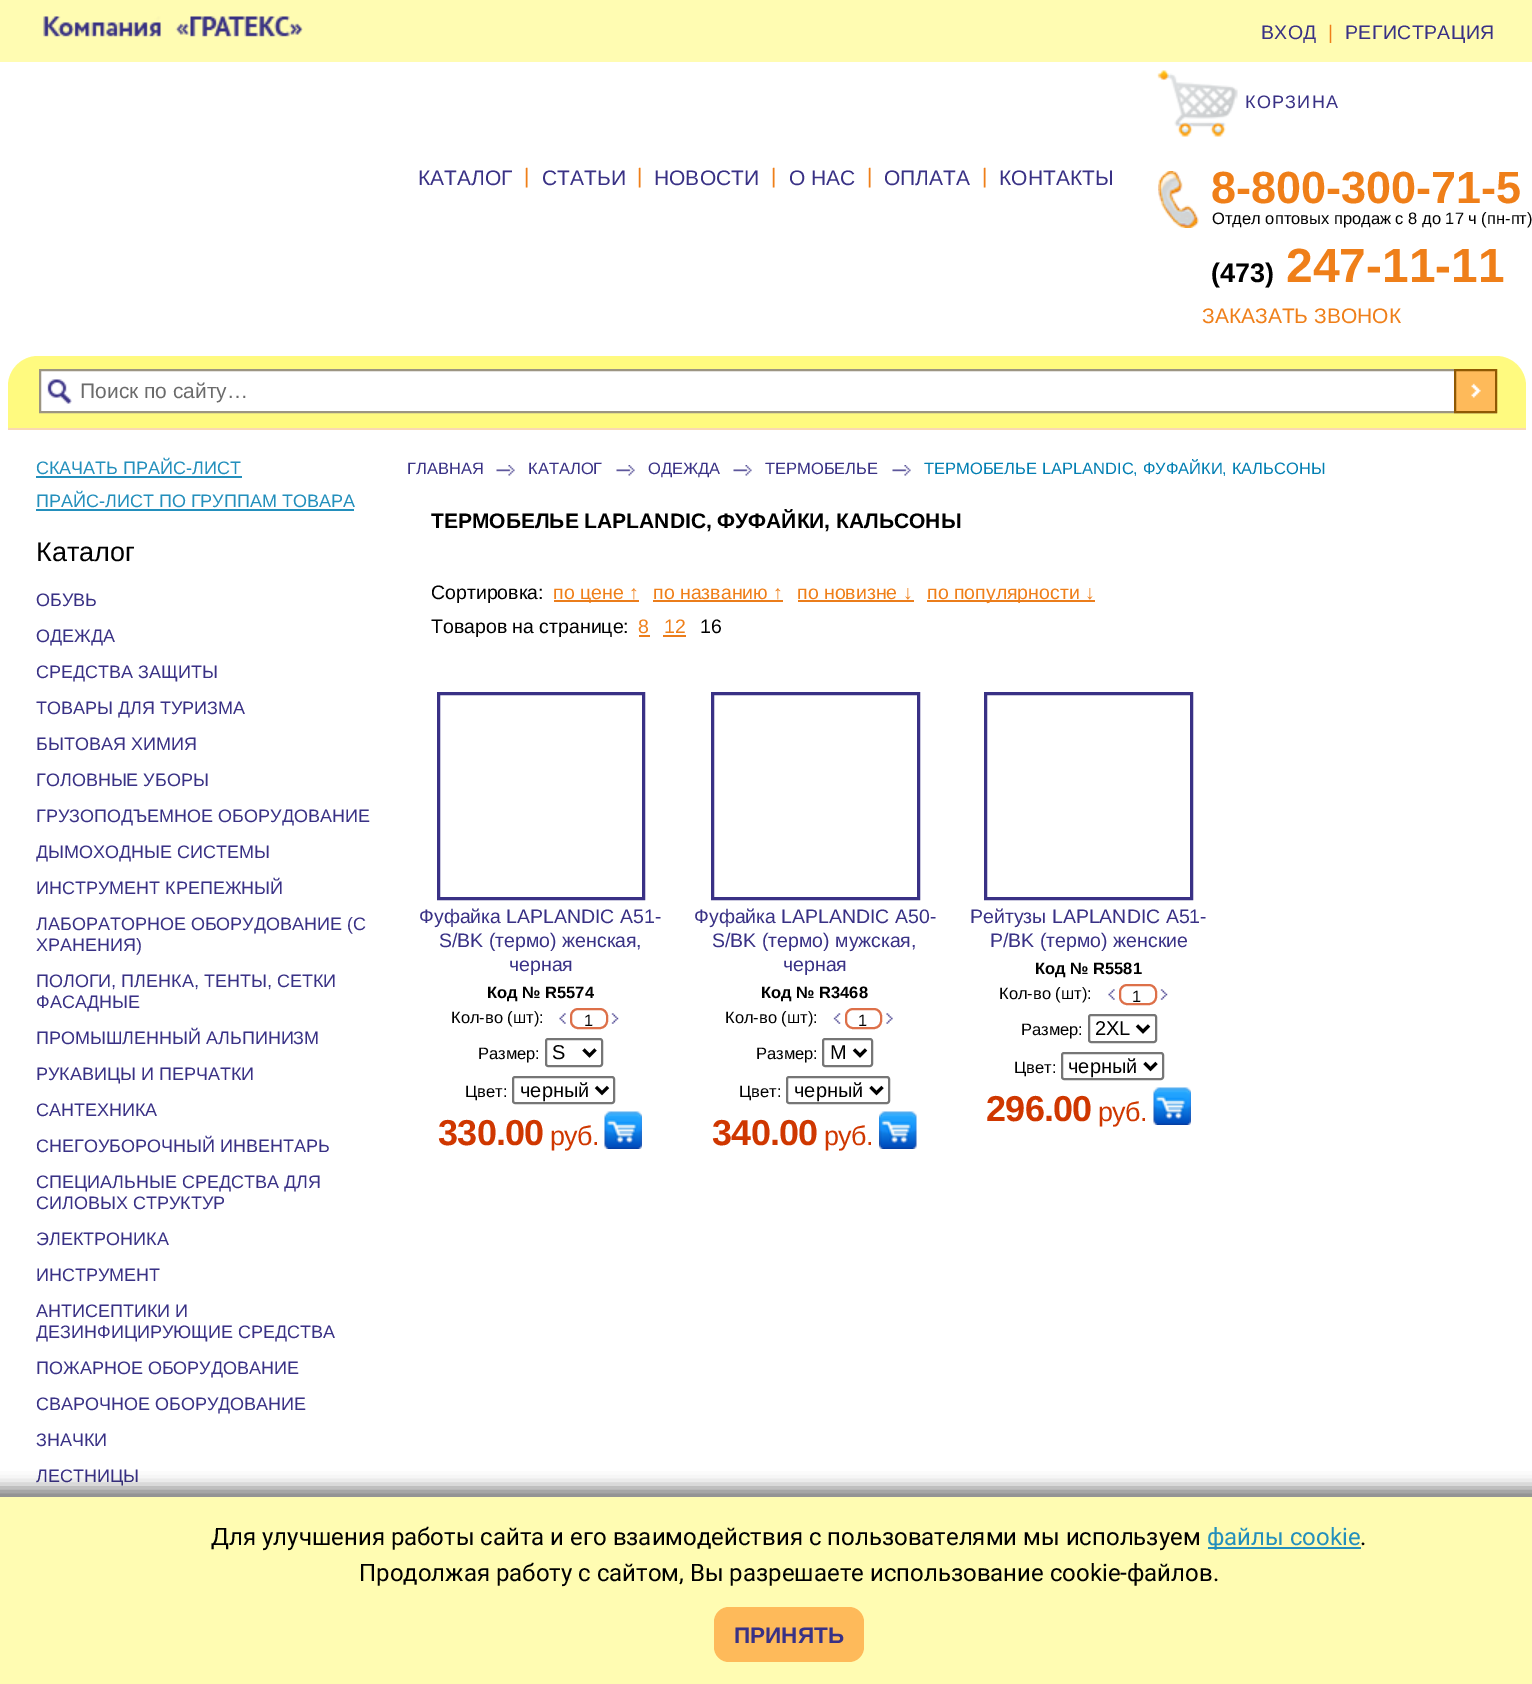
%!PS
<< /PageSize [1532 1684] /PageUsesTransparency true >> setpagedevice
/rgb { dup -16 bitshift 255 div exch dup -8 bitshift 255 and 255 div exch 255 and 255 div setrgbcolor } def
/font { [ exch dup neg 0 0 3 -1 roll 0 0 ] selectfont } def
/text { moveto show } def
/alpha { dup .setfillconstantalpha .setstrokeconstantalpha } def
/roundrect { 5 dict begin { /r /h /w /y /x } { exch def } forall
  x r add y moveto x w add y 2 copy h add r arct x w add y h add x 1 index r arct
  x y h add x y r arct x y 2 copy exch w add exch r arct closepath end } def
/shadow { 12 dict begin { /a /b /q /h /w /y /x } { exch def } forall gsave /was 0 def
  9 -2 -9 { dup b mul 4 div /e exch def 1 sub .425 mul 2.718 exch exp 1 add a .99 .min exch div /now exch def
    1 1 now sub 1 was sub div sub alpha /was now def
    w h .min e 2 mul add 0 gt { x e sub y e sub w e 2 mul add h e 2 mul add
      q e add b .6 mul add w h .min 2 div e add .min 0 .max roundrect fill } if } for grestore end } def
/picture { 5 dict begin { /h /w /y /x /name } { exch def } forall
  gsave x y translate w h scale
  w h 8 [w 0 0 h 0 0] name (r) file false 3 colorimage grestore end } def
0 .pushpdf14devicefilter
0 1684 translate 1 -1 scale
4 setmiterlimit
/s1 { /LiberationSans-Regular 19.5 font 16#EF7F19 rgb } def
/s2 { /LiberationSans-Regular 21 font 16#393185 rgb } def
/s3 { /LiberationSans-Regular 21 font 16#EF7F19 rgb } def
/s4 { /LiberationSans-Bold 45 font 16#EF7F19 rgb } def
/s5 { /LiberationSans-Regular 16.5 font 16#000000 rgb } def
/s6 { /LiberationSans-Bold 27 font 16#000000 rgb } def
/s7 { /LiberationSans-Bold 48 font 16#EF7F19 rgb } def
/s8 { /LiberationSans-Regular 21 font 16#6B6B6B rgb } def
/s9 { /LiberationSans-Regular 18 font 16#238FBC rgb } def
/s10 { /LiberationSans-Regular 27 font 16#000000 rgb } def
/s11 { /LiberationSans-Regular 18 font 16#393185 rgb } def
/s12 { /LiberationSans-Regular 16.5 font 16#393185 rgb } def
/s13 { /LiberationSans-Regular 16.5 font 16#017EB2 rgb } def
/s14 { /LiberationSans-Bold 21 font 16#000000 rgb } def
/s15 { /LiberationSans-Regular 19.5 font 16#000000 rgb } def
/s16 { /LiberationSans-Regular 19.5 font 16#393185 rgb } def
/s17 { /LiberationSans-Bold 16.5 font 16#000000 rgb } def
/s18 { /LiberationSans-Regular 20 font 16#000000 rgb } def
/s19 { /Roboto-Regular 24 font 16#000000 rgb } def
/s20 { /Roboto-Regular 24 font 16#238FBC rgb } def
/s21 { /LiberationSans-Bold 22.5 font 16#393185 rgb } def
16#FFFFFF rgb
0 0 1532 1684 rectfill
16#FFFCB2 rgb
0 0 1532 62 rectfill
(pic1.raw) 43 16 260 21 picture
/LiberationSans-Regular 19.5 font
16#393185 rgb
1261 39 moveto 0.4 0 (ВХОД) ashow
s1
(|) 1328 39 text
16#393185 rgb
1345 39 moveto 0.4 0 (РЕГИСТРАЦИЯ) ashow
s2
(КАТАЛОГ) 418 185 text
s3
(|) 524 183 text
s2
(СТАТЬИ) 542 185 text
s3
(|) 637 183 text
s2
(НОВОСТИ) 654 185 text
s3
(|) 771 183 text
s2
(О НАС) 789 185 text
s3
(|) 867 183 text
s2
(ОПЛАТА) 884 185 text
s3
(|) 982 183 text
s2
(КОНТАКТЫ) 999 185 text
(pic2.raw) 1157 70 81 67 picture
/LiberationSans-Regular 18 font
1245 108 moveto 1.25 0 (КОРЗИНА) ashow
(pic3.raw) 1158 171 41 57 picture
s4
(8-800-300-71-5) 1211 203 text
s5
(Отдел оптовых продаж с 8 до 17 ч \(пн-пт\)) 1212 224 text
s6
(\(473\)) 1211 282 text
s7
(247-11-11) 1286 282 text
s3
(ЗАКАЗАТЬ ЗВОНОК) 1202 323 text
16#FFFA7F rgb
38 356 moveto 1496 356 lineto 1512.5 356 1526 369.5 1526 386 curveto 1526 429 lineto 8 429 lineto 8 386 lineto 8 369.5 21.5 356 38 356 curveto closepath fill
16#FAD9B3 rgb
8 428 1518 2 rectfill
16#FFFFFF rgb
41 371 1413 40 rectfill
(pic4.raw) 47 379 25 25 picture
gsave
36 356 1461 72 rectclip
16#9C9582 rgb
2 setlinewidth
40 370 1462 42 rectstroke
grestore
s8
(Поиск по сайту…) 80 398 text
16#FEBA5A rgb
1456 371 39 40 rectfill
(pic5.raw) 1471 383 10 15 picture
16#8F5903 rgb
2 setlinewidth
1455 370 41 42 rectstroke
s9
(СКАЧАТЬ ПРАЙС-ЛИСТ) 36 474 text
36 476 206 2 rectfill
(ПРАЙС-ЛИСТ ПО ГРУППАМ ТОВАРА) 36 507 text
36 509 318 2 rectfill
s10
(Каталог) 36 561 text
s11
(ОБУВЬ) 36 606 text
(ОДЕЖДА) 36 642 text
(СРЕДСТВА ЗАЩИТЫ) 36 678 text
(ТОВАРЫ ДЛЯ ТУРИЗМА) 36 714 text
(БЫТОВАЯ ХИМИЯ) 36 750 text
(ГОЛОВНЫЕ УБОРЫ) 36 786 text
(ГРУЗОПОДЪЕМНОЕ ОБОРУДОВАНИЕ) 36 822 text
(ДЫМОХОДНЫЕ СИСТЕМЫ) 36 858 text
(ИНСТРУМЕНТ КРЕПЕЖНЫЙ) 36 894 text
(ЛАБОРАТОРНОЕ ОБОРУДОВАНИЕ \(С) 36 930 text
(ХРАНЕНИЯ\)) 36 951 text
(ПОЛОГИ, ПЛЕНКА, ТЕНТЫ, СЕТКИ) 36 987 text
(ФАСАДНЫЕ) 36 1008 text
(ПРОМЫШЛЕННЫЙ АЛЬПИНИЗМ) 36 1044 text
(РУКАВИЦЫ И ПЕРЧАТКИ) 36 1080 text
(САНТЕХНИКА) 36 1116 text
(СНЕГОУБОРОЧНЫЙ ИНВЕНТАРЬ) 36 1152 text
(СПЕЦИАЛЬНЫЕ СРЕДСТВА ДЛЯ) 36 1188 text
(СИЛОВЫХ СТРУКТУР) 36 1209 text
(ЭЛЕКТРОНИКА) 36 1245 text
(ИНСТРУМЕНТ) 36 1281 text
(АНТИСЕПТИКИ И) 36 1317 text
(ДЕЗИНФИЦИРУЮЩИЕ СРЕДСТВА) 36 1338 text
(ПОЖАРНОЕ ОБОРУДОВАНИЕ) 36 1374 text
(СВАРОЧНОЕ ОБОРУДОВАНИЕ) 36 1410 text
(ЗНАЧКИ) 36 1446 text
(ЛЕСТНИЦЫ) 36 1482 text
s12
(ГЛАВНАЯ) 407 474 text
(pic6.raw) 496 465 19 11 picture
(КАТАЛОГ) 528 474 text
(pic7.raw) 616 465 19 11 picture
(ОДЕЖДА) 648 474 text
(pic7.raw) 733 465 19 11 picture
(ТЕРМОБЕЛЬЕ) 765 474 text
(pic6.raw) 892 465 19 11 picture
s13
(ТЕРМОБЕЛЬЕ LAPLANDIC, ФУФАЙКИ, КАЛЬСОНЫ) 924 474 text
s14
(ТЕРМОБЕЛЬЕ LAPLANDIC, ФУФАЙКИ, КАЛЬСОНЫ) 431 528 text
s15
(Сортировка:) 431 599 text
16#EB7D1B rgb
554 600 85 2 rectfill
s1
(по цене ↑) 553 599 text
(по названию ↑) 653 599 text
16#EB7D1B rgb
653 600 130 2 rectfill
s1
(по новизне ↓) 797 599 text
16#EB7D1B rgb
798 600 116 2 rectfill
927 600 168 2 rectfill
s1
(по популярности ↓) 927 599 text
s15
(Товаров на странице:) 431 633 text
s1
(8) 638 633 text
16#EB7D1B rgb
639 635 11 2 rectfill
s1
(12) 664 633 text
16#EB7D1B rgb
663 635 23 2 rectfill
s15
(16) 700 633 text
16#393185 rgb
3 setlinewidth
438.5 693.5 205 205 rectstroke
(Фуфайка LAPLANDIC A51-) 419 923 text
(S/BK \(термо\) женская,) 439 947 text
(черная) 509 971 text
s17
(Код № R5574) 487 998 text
s5
(Кол-во \(шт\):) 451 1023 text
(pic8.raw) 559 1013 7 11 picture
16#DD7049 rgb
2 setlinewidth
571 1009 36 19 7 roundrect stroke
s5
(1) 584 1026 text
(pic9.raw) 611 1013 8 11 picture
(Размер:) 478 1059 text
16#767676 rgb
546 1039 56 27 2 roundrect stroke
16#000000 rgb
3 setlinewidth
583.5 1049.5 moveto 589.5 1055.5 lineto 595.5 1049.5 lineto stroke
s18
(S) 552 1059 text
s5
(Цвет:) 465 1097 text
16#767676 rgb
2 setlinewidth
513 1077 101 26 2 roundrect stroke
16#000000 rgb
3 setlinewidth
596 1087 moveto 602 1093 lineto 608 1087 lineto stroke
s18
(черный) 520 1097 text
/LiberationSans-Bold 36 font
16#CF3700 rgb
438 1145 moveto -0.75 0 (330.00) ashow
/LiberationSans-Regular 27 font
550 1145 moveto -0.75 0 (руб.) ashow
(pic10.raw) 604 1111 38 38 picture
16#393185 rgb
712.5 693.5 206 205 rectstroke
s16
(Фуфайка LAPLANDIC A50-) 694 923 text
(S/BK \(термо\) мужская,) 712 947 text
(черная) 783 971 text
s17
(Код № R3468) 761 998 text
s5
(Кол-во \(шт\):) 725 1023 text
(pic11.raw) 833 1013 8 11 picture
16#DD7049 rgb
2 setlinewidth
846 1009 35 19 7 roundrect stroke
s5
(1) 858 1026 text
(pic12.raw) 886 1013 7 11 picture
(Размер:) 756 1059 text
16#767676 rgb
823 1039 49 27 2 roundrect stroke
16#000000 rgb
3 setlinewidth
854 1049.5 moveto 860 1055.5 lineto 866 1049.5 lineto stroke
s18
(M) 830 1059 text
s5
(Цвет:) 739 1097 text
16#767676 rgb
2 setlinewidth
787 1077 102 26 2 roundrect stroke
16#000000 rgb
3 setlinewidth
870.5 1087 moveto 876.5 1093 lineto 882.5 1087 lineto stroke
s18
(черный) 794 1097 text
/LiberationSans-Bold 36 font
16#CF3700 rgb
712 1145 moveto -0.75 0 (340.00) ashow
/LiberationSans-Regular 27 font
824 1145 moveto -0.75 0 (руб.) ashow
(pic13.raw) 879 1111 38 38 picture
16#393185 rgb
985.5 693.5 206 205 rectstroke
s16
(Рейтузы LAPLANDIC A51-) 970 923 text
(P/BK \(термо\) женские) 990 947 text
s17
(Код № R5581) 1035 974 text
s5
(Кол-во \(шт\):) 999 999 text
(pic8.raw) 1108 989 7 11 picture
16#DD7049 rgb
2 setlinewidth
1120 985 36 19 7 roundrect stroke
s5
(1) 1132 1002 text
(pic9.raw) 1160 989 8 11 picture
(Размер:) 1021 1035 text
16#767676 rgb
1089 1015 67 27 2 roundrect stroke
16#000000 rgb
3 setlinewidth
1137 1025.5 moveto 1143 1031.5 lineto 1149 1025.5 lineto stroke
s18
(2XL) 1095 1035 text
s5
(Цвет:) 1014 1073 text
16#767676 rgb
2 setlinewidth
1062 1053 101 26 2 roundrect stroke
16#000000 rgb
3 setlinewidth
1144.5 1063 moveto 1150.5 1069 lineto 1156.5 1063 lineto stroke
s18
(черный) 1068 1073 text
/LiberationSans-Bold 36 font
16#CF3700 rgb
986 1121 moveto -0.75 0 (296.00) ashow
/LiberationSans-Regular 27 font
1098 1121 moveto -0.75 0 (руб.) ashow
(pic10.raw) 1153 1087 38 38 picture
16#000000 rgb
-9 1488 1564 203 0 7.5 0.5 shadow
16#FFFCB2 rgb
0 1497 1532 187 rectfill
s19
(Для улучшения работы сайта и его взаимодействия с пользователями мы используем) 211 1545 text
16#238FBC rgb
1208 1547 153 2 rectfill
(файлы cookie) 1207 1545 text
s19
(.) 1360 1545 text
(Продолжая работу с сайтом, Вы разрешаете использование cookie-файлов.) 359 1581 text
16#FEBA5A rgb
714 1607 150 55 15 roundrect fill
s21
(ПРИНЯТЬ) 734 1643 text
.poppdf14devicefilter showpage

- _Exercise directions_: What lines in the entries contain "forall"? Report each one by copying it.

- _Solution for this task_:
/roundrect { 5 dict begin { /r /h /w /y /x } { exch def } forall
/shadow { 12 dict begin { /a /b /q /h /w /y /x } { exch def } forall gsave /was 0 def
/picture { 5 dict begin { /h /w /y /x /name } { exch def } forall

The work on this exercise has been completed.